The SBS pre-dates its more famous counterpart, the SAS, by a year. It was founded in 1940 by a remarkable man, Roger ‘Jumbo’ Courtney (whose nickname came from his days as an elephant hunter in Africa) who shaped the unit in his own image.
He had little time for swaggering show-offs — instead he looked for resourcefulness and quick thinking. When the future travel writer Eric Newby was interviewed by him, there was a sign on Courtney’s desk which read: ‘Are you tough? If so, get out. I need b***ers with intelligence.’
The unit’s first mission was a daring reconnaissance of Rhodes, then held by the Italians, in the spring of 1941. Fuelled by Benzedrine pills to keep them alert, their faces darkened by boot polish, Courtney and a colleague landed by canoe on beaches to survey enemy defences.
Their value proven, further operations by the SBS followed. One Free French general, Henri Giraud, was rescued by SBS canoe and submarine from Vichy France. In his 60s, Giraud was unused to travelling in a kayak and, at one point, was told, ‘Sit down, you silly old fool’ by one of the SBS men.
SBS: SILENT WARRIORS by Saul David (William Collins £25, 528 pp)
The most ambitious of all their operations was a raid on the Libyan headquarters of Erwin Rommel, the ‘Desert Fox’. The plan was to capture or kill the legendary German general. ‘If he comes quietly, we’ll bring him along,’ Lieutenant Colonel Geoffrey Keyes, the leader of the attack, said. ‘If he doesn’t, we’ll knock him off.’
In the event, the raid went badly wrong: Rommel was not even there, Keyes was killed and most of his men captured. Two of the party, Colonel Laycock and Sergeant Terry, made an astonishing 41-day trek across the desert to safety.
As they hid in daylight, Laycock read aloud from a copy of The Wind In The Willows to pass the time. ‘Safe at last!’ Terry is reported to have said when they reached British lines. ‘And now, thank God, I shan’t have to hear any more of that bloody Mr Toad!’
The SBS’s greatest achievements came during preparations for D-Day, when — on New Year’s Eve 1943, nearly six months before the invasion — they were the first to set foot on the chosen beaches to survey the terrain. On D-Day itself, crammed into mini-submarines, they went ahead of the main forces to guide in t landing craft by flashing signals and radar.
If they were spotted, they were supposed to scuttle the sub and swim ashore. ‘We all had French identities,’ one man noted, ‘in case we were captured or just drowned. I had the complete disguise outfit of a French taxi driver.’
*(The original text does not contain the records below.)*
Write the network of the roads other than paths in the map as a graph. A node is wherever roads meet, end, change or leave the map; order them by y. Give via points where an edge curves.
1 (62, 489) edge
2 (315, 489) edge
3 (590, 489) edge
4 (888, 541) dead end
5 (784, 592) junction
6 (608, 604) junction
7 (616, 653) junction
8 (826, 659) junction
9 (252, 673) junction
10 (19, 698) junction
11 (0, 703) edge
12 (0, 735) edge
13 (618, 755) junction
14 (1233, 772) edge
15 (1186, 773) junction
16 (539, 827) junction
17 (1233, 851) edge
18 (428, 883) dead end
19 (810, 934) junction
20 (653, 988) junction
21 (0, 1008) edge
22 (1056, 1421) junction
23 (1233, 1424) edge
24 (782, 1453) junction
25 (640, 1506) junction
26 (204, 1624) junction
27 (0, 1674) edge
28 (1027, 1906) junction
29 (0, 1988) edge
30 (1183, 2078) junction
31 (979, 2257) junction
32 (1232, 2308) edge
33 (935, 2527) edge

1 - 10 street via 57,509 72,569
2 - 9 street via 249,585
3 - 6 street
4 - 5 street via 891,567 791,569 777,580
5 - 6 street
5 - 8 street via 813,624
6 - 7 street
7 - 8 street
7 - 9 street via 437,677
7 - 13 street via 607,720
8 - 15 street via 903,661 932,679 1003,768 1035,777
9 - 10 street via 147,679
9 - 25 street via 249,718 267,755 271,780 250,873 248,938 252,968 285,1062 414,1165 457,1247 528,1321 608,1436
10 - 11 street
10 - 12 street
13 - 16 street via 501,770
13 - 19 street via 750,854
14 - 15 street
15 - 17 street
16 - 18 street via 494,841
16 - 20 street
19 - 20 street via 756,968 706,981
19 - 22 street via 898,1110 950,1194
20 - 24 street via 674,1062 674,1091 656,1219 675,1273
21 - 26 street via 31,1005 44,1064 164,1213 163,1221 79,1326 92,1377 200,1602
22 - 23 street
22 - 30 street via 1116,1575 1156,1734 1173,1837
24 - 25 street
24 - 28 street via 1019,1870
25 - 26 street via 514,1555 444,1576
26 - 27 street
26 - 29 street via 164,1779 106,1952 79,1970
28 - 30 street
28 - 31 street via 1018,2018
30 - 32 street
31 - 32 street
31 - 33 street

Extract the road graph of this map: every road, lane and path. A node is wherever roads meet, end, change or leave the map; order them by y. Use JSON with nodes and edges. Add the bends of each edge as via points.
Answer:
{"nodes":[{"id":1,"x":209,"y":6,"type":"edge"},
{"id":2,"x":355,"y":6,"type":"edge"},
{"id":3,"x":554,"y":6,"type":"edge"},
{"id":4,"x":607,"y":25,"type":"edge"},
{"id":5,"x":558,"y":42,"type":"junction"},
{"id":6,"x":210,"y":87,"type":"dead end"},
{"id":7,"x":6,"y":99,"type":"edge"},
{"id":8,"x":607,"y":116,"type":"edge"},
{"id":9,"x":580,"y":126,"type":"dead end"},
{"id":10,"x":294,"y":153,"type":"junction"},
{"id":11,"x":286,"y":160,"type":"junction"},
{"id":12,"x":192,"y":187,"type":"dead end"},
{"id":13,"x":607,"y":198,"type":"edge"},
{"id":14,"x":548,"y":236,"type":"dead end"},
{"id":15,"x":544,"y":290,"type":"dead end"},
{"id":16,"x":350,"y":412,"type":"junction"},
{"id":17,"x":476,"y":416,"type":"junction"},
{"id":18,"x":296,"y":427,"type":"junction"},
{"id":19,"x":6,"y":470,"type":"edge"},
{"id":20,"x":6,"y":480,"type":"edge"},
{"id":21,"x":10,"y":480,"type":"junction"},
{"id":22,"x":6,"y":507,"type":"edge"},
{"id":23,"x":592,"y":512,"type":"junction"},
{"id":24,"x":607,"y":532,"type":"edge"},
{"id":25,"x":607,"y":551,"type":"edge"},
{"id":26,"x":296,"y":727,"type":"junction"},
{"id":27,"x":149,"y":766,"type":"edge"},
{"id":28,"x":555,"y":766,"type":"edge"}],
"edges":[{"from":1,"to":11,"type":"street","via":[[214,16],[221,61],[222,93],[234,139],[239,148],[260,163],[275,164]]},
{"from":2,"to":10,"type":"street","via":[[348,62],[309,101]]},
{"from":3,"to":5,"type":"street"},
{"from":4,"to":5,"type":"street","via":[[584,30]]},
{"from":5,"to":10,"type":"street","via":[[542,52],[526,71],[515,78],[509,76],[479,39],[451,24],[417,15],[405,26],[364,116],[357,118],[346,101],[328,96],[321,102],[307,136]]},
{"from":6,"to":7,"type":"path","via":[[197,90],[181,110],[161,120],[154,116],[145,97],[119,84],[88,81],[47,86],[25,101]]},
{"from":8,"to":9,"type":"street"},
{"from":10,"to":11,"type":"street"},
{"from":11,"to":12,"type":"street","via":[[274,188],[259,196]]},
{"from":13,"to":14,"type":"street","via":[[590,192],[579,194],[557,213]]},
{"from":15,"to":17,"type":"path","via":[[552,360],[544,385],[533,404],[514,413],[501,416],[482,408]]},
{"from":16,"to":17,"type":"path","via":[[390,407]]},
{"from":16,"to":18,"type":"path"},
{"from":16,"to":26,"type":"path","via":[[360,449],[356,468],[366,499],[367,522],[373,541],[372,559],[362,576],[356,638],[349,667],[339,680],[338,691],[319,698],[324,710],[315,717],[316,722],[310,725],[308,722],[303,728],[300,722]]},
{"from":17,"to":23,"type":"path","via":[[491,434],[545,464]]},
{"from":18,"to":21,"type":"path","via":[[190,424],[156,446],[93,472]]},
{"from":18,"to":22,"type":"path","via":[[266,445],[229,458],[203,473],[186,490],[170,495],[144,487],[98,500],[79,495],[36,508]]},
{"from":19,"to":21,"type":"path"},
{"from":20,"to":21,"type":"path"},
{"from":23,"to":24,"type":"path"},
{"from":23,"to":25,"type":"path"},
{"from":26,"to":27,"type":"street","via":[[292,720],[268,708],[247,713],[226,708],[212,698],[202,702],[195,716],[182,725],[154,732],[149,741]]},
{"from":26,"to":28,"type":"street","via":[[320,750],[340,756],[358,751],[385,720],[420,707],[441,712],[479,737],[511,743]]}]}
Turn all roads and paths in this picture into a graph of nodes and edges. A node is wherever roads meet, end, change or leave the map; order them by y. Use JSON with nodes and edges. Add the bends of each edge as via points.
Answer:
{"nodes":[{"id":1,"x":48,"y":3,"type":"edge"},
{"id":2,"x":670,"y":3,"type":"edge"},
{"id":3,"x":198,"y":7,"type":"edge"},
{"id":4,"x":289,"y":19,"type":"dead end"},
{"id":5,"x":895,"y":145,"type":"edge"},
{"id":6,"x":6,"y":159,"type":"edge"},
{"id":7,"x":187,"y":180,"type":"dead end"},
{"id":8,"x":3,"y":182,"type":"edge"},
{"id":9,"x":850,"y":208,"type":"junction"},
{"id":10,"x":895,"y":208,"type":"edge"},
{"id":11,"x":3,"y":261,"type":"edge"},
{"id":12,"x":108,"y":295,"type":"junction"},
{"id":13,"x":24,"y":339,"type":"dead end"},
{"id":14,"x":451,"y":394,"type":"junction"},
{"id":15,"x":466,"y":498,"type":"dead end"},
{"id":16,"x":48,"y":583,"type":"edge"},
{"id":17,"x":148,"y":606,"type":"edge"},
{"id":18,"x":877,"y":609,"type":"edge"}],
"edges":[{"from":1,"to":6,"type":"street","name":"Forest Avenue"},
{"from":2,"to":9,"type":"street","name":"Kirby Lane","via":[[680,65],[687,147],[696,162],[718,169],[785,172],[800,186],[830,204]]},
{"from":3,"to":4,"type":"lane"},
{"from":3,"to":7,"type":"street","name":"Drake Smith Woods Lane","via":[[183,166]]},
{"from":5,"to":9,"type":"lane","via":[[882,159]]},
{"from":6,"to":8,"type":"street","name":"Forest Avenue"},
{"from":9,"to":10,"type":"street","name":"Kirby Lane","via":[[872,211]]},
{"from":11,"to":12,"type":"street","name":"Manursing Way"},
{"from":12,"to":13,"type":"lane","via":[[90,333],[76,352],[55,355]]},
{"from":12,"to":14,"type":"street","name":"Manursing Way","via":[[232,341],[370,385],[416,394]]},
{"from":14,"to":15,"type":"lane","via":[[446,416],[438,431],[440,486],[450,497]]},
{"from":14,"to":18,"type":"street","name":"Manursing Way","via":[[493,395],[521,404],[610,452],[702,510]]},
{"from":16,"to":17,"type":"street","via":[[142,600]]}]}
Today’s SBS prides itself on its traditions. ‘We are indebted to our bloodline . . . Unconventional and irregular, we are misfits who fit in, thinkers who fight and fighters who think.’
Saul David’s book is a brilliant account of how the SBS was born from wartime needs, and just how much the organisation and its affiliated units were able to achieve in those early years.